• **DATA FOR THIS TASK**:
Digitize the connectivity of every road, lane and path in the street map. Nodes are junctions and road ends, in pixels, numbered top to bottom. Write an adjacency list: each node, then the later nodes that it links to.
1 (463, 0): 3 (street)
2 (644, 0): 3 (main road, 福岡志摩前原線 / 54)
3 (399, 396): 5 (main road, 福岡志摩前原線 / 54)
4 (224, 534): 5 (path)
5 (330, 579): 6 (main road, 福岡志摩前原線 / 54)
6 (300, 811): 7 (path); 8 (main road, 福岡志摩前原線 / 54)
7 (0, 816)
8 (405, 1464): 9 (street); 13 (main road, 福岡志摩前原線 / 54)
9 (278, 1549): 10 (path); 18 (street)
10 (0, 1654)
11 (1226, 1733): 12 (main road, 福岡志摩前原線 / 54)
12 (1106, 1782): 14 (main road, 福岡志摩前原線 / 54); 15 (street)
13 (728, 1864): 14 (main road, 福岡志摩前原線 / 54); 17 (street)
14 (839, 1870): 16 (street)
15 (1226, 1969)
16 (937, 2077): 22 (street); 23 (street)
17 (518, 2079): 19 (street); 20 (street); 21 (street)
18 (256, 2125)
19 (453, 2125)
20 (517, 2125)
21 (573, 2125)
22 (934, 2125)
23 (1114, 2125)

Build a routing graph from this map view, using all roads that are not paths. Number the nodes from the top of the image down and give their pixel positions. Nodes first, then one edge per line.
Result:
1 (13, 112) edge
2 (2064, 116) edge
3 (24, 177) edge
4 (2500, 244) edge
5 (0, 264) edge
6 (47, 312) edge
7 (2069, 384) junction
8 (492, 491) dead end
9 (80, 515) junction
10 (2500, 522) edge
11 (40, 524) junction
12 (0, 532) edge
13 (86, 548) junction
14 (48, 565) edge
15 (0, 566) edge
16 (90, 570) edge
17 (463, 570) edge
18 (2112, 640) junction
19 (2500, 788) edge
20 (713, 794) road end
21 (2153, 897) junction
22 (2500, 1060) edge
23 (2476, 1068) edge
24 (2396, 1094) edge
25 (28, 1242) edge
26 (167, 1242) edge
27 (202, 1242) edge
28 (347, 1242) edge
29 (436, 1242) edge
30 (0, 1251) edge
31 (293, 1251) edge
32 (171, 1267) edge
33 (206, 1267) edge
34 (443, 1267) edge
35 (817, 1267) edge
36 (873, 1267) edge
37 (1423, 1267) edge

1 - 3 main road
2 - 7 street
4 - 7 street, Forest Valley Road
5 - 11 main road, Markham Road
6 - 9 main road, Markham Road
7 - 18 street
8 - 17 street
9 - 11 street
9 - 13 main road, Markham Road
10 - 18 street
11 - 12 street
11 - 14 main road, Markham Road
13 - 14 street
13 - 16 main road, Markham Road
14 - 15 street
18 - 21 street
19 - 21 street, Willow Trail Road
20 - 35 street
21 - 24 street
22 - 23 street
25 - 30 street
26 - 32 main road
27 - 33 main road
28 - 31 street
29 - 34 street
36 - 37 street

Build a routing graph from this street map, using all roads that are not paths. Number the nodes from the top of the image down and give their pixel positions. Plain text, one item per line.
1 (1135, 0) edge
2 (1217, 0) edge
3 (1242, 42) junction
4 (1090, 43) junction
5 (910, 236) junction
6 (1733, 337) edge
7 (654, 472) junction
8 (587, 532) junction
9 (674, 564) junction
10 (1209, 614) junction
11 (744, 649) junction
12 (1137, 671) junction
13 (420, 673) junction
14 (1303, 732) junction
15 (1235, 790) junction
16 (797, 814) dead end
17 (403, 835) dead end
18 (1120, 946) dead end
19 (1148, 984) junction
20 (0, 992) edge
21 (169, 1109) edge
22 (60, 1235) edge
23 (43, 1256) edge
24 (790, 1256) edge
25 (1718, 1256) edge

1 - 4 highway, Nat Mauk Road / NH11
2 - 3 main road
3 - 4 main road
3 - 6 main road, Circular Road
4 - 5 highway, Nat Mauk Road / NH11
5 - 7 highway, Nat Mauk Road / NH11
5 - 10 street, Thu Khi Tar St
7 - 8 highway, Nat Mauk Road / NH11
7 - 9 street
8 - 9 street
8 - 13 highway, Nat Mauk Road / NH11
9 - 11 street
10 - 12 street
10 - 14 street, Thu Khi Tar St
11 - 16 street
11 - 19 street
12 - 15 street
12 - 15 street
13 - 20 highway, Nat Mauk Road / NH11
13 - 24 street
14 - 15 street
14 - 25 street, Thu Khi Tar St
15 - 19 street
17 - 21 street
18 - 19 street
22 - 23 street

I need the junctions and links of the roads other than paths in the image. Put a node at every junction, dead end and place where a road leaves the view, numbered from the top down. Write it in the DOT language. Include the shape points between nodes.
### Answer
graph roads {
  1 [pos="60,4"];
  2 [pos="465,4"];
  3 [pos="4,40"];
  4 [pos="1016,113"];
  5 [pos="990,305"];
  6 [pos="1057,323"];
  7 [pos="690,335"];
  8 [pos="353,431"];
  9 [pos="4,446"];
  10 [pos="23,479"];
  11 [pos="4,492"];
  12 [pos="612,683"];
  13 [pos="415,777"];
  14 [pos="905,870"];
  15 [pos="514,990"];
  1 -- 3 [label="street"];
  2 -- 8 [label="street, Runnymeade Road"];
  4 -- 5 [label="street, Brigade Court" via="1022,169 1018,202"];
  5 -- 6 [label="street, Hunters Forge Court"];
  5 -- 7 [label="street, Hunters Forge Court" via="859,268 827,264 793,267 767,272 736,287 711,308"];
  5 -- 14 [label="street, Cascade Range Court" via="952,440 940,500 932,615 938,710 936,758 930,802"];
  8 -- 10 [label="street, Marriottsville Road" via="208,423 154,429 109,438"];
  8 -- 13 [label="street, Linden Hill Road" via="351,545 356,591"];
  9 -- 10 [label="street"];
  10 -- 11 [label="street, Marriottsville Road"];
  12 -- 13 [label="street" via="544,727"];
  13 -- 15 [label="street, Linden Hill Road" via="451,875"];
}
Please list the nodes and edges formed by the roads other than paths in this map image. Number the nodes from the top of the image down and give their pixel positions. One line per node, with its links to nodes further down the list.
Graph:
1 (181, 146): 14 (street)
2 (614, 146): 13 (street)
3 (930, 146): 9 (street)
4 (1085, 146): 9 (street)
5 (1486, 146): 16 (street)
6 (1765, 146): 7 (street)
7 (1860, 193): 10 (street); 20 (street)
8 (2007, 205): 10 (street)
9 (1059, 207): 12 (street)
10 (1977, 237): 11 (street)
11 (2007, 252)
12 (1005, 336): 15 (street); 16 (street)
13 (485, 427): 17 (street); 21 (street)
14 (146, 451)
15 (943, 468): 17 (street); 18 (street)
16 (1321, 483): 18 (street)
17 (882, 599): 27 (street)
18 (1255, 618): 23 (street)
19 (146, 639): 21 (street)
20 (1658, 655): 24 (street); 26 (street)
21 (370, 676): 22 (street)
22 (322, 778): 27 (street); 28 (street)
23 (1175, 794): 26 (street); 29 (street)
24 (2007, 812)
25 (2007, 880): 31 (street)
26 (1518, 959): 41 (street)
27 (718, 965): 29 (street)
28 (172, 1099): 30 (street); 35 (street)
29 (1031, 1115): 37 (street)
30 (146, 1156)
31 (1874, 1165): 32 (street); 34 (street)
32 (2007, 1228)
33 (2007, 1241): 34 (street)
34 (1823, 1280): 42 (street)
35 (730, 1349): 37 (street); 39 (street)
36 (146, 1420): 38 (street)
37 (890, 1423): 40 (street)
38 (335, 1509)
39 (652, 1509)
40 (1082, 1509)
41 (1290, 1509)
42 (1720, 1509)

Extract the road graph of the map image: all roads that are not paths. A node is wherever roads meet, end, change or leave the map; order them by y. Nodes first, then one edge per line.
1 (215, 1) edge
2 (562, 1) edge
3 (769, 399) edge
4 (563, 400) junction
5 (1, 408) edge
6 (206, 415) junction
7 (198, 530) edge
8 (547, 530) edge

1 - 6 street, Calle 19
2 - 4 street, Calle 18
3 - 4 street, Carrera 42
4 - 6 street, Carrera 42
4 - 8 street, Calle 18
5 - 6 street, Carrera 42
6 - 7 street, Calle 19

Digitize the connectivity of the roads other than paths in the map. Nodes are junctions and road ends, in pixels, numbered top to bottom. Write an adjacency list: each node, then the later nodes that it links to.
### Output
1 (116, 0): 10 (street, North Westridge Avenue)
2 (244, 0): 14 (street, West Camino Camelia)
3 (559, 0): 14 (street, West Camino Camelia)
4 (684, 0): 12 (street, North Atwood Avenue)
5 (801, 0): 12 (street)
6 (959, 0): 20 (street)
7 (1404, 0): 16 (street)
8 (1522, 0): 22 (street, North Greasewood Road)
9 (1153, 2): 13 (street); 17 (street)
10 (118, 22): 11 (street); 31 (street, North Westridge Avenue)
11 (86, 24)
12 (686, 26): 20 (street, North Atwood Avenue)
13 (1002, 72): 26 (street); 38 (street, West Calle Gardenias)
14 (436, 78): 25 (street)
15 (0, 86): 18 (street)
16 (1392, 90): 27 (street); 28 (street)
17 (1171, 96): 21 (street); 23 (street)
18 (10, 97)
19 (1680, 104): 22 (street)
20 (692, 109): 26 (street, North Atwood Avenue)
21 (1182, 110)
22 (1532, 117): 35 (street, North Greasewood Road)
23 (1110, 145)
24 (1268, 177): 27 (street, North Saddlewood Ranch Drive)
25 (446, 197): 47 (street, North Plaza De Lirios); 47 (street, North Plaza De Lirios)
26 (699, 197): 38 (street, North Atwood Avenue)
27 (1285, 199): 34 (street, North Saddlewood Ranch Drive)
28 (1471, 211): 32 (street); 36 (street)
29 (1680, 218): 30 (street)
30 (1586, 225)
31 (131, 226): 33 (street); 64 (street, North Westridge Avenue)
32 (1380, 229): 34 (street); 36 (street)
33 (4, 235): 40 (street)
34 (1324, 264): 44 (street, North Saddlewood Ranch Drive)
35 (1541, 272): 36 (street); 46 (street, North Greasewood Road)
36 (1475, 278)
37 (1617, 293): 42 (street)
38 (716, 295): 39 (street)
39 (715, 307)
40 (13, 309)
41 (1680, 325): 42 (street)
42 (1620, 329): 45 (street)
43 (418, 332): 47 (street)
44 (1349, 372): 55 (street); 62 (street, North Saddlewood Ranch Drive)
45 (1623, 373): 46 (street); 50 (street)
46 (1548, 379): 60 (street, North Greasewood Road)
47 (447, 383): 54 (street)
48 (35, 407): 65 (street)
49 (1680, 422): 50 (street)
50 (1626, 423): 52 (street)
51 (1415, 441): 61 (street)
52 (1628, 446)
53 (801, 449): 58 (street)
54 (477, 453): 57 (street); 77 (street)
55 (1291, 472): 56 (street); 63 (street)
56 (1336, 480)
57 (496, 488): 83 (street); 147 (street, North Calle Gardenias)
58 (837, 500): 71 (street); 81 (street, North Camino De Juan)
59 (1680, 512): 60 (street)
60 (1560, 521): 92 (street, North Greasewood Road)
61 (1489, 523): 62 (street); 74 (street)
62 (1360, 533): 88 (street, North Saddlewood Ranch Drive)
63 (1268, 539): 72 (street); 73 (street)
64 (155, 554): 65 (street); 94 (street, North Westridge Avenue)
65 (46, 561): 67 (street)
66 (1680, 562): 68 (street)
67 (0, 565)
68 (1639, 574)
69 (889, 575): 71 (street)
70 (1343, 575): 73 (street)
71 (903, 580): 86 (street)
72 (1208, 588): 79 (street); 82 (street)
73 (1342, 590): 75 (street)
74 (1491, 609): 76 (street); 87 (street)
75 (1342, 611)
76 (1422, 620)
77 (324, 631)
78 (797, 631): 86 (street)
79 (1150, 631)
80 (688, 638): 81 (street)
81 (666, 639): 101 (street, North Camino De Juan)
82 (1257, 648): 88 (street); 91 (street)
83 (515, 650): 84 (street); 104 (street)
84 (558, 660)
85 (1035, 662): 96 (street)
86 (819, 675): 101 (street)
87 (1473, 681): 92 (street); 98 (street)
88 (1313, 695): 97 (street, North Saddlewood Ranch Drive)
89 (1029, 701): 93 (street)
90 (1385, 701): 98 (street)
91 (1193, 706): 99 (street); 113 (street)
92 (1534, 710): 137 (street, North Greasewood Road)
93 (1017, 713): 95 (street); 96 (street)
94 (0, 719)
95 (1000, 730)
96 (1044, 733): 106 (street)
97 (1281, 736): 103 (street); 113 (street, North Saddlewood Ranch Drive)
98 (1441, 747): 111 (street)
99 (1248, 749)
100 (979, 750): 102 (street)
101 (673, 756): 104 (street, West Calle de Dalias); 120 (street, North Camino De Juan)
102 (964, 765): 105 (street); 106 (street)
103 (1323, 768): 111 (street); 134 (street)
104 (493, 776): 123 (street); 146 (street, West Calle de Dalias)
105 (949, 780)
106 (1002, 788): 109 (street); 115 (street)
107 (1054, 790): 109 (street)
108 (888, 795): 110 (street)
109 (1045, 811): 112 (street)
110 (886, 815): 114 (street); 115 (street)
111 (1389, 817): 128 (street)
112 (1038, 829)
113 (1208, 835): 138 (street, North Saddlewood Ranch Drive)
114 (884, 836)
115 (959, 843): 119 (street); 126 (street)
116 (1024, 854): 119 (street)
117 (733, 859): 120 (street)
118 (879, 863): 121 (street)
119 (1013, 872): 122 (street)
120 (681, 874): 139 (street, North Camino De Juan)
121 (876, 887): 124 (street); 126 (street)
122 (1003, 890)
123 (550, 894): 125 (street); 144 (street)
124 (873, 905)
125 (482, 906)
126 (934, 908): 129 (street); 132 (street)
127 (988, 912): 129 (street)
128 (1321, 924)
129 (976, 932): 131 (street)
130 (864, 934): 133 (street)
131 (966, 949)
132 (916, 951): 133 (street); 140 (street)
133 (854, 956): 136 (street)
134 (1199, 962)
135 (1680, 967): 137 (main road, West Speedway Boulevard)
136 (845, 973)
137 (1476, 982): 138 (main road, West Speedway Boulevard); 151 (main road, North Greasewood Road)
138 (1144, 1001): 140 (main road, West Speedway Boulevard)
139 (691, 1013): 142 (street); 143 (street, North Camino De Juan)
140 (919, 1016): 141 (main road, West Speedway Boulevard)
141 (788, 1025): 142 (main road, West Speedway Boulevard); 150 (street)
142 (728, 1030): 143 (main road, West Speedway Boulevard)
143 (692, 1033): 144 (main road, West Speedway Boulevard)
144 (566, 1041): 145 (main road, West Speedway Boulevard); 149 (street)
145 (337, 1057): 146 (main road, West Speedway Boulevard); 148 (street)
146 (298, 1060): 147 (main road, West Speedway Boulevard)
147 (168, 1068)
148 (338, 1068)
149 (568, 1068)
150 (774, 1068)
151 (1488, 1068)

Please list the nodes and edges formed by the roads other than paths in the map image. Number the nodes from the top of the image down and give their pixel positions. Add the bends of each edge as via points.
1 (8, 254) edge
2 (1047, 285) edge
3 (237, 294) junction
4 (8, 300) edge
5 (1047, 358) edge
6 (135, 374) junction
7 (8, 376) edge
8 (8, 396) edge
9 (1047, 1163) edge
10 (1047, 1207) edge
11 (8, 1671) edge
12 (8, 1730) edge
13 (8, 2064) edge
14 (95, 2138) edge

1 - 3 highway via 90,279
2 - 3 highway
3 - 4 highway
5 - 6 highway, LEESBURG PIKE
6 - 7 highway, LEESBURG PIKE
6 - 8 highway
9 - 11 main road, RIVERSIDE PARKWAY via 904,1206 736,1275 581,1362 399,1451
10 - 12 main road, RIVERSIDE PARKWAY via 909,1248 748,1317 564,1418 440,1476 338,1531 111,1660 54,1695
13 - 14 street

• **TO DO**: All that is needed is a number: the count of lines in the listing that hold "Westridge".

• **FINAL ANSWER**: 4